We are looking to address skills gaps and capacity in the following areas: user research, business analysis and security. These roles will work with an in-house team to fulfil the user needs described in the brief.
5. Can you please provide details of what tools will be part of the review process.
Tools and ways of working will be defined by the team. We anticipate tools would be based on user research and service design practices.
6. Can you please provide details of what tools will be part of the review process. Also ‘is your intention that we review the adequacy of those tools for the job and/or the configuration of those tools for the function they perform’?
The scope of review will be defined with team. The configuration of tools could be looked at in the context of assessing whether they are fit for purpose and meet our user needs.

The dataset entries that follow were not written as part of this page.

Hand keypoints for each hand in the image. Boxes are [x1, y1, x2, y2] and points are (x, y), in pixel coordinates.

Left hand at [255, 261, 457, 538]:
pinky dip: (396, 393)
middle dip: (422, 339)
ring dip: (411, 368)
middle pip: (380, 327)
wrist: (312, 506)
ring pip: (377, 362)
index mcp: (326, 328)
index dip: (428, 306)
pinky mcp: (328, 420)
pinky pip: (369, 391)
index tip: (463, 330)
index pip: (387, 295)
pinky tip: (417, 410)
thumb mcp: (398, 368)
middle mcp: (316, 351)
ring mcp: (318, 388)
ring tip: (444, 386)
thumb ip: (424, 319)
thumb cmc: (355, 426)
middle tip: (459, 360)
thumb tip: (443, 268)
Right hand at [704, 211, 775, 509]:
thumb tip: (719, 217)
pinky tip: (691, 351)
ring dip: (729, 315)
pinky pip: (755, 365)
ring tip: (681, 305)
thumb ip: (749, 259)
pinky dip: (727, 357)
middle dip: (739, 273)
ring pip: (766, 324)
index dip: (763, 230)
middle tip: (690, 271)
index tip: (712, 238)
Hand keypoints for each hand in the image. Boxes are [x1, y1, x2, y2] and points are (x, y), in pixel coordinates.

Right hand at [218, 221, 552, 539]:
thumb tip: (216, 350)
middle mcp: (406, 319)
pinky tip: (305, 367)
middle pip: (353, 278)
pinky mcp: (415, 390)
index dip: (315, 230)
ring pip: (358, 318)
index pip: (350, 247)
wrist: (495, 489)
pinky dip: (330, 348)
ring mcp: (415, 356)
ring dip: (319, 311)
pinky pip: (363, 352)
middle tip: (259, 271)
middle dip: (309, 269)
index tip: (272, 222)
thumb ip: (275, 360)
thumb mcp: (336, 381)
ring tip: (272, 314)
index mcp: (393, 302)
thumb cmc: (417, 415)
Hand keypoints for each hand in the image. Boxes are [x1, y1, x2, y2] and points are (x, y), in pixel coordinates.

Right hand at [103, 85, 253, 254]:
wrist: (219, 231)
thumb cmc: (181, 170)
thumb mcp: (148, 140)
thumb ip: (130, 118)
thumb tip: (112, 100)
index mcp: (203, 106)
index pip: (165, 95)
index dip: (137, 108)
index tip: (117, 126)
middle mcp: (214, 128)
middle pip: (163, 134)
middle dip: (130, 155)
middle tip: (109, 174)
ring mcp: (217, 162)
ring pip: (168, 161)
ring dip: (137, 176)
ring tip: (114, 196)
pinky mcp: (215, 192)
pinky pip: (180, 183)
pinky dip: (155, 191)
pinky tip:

7. Do you require security clearance from day 1 from the consultant or are you happy to sponsor this process and have them onsite without this initially?
The successful supplier will be required to sign an NDA.
8. Is there any level of security clearance required for those undertaking the work? If yes will Hackney Council sponsor obtaining the clearance?
The successful supplier will be required to sign an NDA.
9. Re Question 3: Do all Hackney Council staff (including ancillary / support staff) have access to IT (laptops, desktops etc.) or council information systems?
In principle, staff have devices and access to the relevant information systems they need to perform their roles. Post the cyber attack, access to information systems is limited for some teams.